=== Problem requirements ===
Across the whole listing, filter for the string "Восстания" and copy every line that has it.

=== Supplied material ===

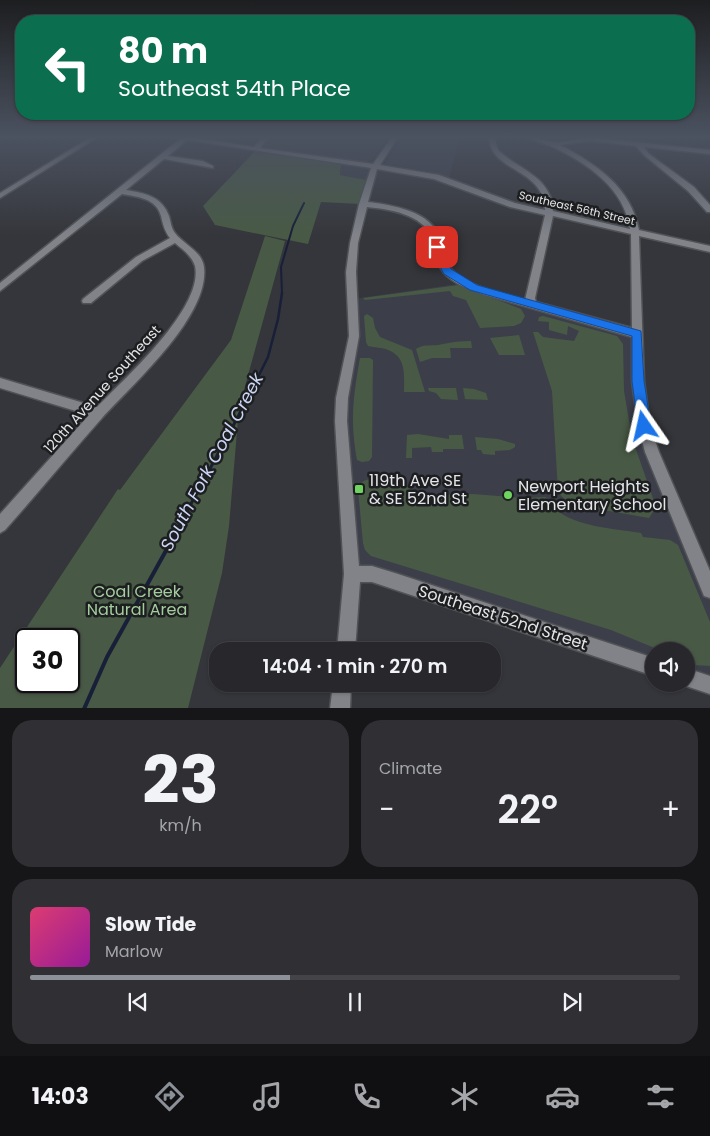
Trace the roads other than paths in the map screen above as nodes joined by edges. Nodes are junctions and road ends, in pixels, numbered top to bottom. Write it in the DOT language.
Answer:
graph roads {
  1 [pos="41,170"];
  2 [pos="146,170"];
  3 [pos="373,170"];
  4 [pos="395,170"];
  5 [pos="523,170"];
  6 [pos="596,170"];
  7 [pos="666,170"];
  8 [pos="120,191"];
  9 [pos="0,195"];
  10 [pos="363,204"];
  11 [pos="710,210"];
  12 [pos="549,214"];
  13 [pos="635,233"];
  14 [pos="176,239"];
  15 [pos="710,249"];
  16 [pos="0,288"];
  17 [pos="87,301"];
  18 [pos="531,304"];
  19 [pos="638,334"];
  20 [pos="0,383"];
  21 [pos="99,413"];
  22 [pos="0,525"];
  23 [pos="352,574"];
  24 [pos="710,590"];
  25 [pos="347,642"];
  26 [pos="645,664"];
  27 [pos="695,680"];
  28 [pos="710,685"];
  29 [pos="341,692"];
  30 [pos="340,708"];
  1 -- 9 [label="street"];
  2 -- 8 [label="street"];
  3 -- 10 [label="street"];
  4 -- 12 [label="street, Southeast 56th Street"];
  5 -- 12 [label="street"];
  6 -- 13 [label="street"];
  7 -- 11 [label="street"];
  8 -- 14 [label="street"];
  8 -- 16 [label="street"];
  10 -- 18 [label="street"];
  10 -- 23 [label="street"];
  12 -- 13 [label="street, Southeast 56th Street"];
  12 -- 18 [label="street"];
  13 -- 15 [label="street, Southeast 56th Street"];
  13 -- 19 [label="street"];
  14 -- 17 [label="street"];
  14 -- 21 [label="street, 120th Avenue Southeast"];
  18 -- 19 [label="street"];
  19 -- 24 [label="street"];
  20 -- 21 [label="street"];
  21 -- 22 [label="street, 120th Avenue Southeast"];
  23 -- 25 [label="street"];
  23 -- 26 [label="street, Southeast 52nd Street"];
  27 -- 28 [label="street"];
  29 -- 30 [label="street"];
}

* * *

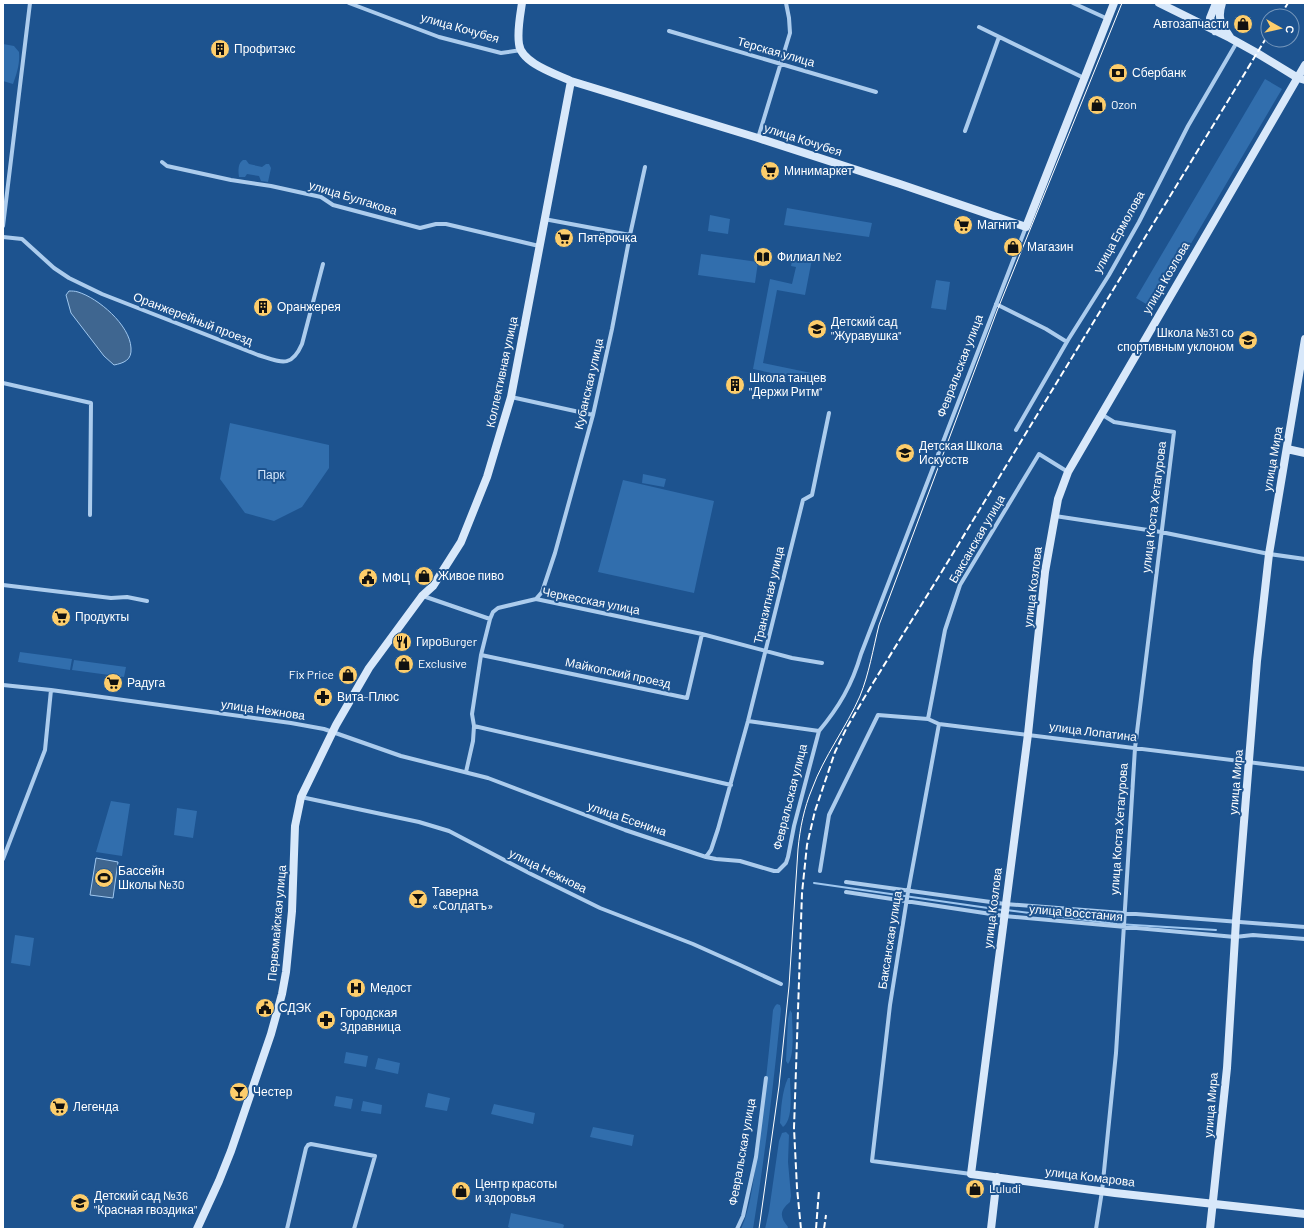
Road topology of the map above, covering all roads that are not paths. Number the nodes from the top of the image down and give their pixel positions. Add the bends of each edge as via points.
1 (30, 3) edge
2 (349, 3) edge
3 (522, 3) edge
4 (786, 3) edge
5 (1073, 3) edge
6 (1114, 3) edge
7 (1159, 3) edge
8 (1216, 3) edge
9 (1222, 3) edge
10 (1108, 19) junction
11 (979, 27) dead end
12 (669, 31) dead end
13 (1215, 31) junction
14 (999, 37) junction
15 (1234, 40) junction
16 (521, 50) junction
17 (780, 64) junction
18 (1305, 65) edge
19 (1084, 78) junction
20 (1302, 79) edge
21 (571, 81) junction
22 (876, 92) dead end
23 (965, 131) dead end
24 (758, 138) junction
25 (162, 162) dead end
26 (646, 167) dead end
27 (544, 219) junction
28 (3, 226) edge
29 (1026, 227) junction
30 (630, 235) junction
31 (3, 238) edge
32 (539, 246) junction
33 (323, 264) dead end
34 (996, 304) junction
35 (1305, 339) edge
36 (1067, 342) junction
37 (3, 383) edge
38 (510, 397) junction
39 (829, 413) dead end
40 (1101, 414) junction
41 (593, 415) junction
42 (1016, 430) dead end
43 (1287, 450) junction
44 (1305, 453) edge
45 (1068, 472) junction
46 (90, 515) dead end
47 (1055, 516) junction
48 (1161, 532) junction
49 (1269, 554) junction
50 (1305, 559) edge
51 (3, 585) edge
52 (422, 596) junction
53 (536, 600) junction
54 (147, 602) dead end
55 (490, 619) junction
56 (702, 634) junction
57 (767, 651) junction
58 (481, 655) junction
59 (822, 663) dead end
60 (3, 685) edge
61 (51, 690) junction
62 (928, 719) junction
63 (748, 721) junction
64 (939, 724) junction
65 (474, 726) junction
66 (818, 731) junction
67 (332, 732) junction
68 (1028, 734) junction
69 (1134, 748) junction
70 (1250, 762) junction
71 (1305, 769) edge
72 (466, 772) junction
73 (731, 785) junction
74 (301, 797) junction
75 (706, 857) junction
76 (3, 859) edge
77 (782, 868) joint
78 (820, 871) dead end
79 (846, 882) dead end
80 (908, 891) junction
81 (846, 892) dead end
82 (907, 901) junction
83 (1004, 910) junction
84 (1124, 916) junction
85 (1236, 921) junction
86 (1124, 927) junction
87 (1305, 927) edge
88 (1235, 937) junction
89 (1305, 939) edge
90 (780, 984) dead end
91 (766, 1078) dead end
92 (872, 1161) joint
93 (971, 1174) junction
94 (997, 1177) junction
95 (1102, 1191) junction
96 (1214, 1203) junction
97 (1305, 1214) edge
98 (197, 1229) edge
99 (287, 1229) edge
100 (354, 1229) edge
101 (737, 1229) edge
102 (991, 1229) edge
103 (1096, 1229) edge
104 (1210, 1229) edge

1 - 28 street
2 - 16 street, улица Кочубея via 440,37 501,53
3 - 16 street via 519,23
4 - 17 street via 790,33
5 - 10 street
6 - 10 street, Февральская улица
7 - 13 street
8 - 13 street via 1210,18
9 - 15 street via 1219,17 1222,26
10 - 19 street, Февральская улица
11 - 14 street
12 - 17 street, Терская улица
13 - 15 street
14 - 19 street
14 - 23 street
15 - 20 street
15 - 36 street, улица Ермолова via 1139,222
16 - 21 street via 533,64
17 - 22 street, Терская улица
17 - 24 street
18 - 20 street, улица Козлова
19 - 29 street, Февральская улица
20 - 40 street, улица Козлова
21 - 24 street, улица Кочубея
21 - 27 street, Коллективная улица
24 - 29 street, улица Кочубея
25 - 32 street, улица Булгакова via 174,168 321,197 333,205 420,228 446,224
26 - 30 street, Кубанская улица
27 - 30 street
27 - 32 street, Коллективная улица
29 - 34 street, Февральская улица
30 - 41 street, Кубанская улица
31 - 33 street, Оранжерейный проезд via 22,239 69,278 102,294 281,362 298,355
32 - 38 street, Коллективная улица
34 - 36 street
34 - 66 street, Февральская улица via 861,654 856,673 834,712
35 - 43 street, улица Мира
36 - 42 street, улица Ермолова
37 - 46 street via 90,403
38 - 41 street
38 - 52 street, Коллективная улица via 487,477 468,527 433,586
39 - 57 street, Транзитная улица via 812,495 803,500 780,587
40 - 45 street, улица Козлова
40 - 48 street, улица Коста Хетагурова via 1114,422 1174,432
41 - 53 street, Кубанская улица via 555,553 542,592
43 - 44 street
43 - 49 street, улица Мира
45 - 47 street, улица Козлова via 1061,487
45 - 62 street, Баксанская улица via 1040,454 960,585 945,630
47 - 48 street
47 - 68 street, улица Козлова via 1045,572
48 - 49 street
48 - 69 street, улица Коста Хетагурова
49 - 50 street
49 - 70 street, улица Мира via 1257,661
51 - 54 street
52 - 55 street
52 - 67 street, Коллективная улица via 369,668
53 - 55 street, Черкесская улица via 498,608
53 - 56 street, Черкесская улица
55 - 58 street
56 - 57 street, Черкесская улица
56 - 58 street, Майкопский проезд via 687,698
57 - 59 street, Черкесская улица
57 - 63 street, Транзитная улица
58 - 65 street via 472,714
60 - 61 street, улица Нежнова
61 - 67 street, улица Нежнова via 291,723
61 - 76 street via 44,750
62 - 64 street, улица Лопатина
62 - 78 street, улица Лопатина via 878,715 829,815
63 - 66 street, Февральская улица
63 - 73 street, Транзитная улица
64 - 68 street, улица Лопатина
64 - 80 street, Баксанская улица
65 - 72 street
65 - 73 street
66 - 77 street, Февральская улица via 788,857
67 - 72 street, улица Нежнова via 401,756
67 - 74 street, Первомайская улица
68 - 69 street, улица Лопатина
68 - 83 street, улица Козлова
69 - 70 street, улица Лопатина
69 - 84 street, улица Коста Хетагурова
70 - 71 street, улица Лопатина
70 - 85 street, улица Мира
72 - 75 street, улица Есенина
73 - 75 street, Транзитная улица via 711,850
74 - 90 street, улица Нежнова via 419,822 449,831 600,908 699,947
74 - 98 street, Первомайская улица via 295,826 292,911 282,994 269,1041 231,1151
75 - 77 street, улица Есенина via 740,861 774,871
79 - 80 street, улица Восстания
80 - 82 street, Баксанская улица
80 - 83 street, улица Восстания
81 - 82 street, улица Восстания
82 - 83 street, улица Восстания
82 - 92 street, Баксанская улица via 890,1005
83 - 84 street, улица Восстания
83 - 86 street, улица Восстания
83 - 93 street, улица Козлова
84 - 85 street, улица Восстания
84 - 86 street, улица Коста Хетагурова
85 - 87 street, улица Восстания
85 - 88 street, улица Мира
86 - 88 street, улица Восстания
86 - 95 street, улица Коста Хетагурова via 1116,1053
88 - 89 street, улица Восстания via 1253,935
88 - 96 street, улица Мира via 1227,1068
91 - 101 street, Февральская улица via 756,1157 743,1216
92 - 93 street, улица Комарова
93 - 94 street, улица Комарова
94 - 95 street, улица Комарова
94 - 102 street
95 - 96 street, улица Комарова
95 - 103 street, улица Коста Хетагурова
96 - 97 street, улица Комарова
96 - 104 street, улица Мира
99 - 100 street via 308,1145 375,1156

=== Your response ===
79 - 80 street, улица Восстания
80 - 83 street, улица Восстания
81 - 82 street, улица Восстания
82 - 83 street, улица Восстания
83 - 84 street, улица Восстания
83 - 86 street, улица Восстания
84 - 85 street, улица Восстания
85 - 87 street, улица Восстания
86 - 88 street, улица Восстания
88 - 89 street, улица Восстания via 1253,935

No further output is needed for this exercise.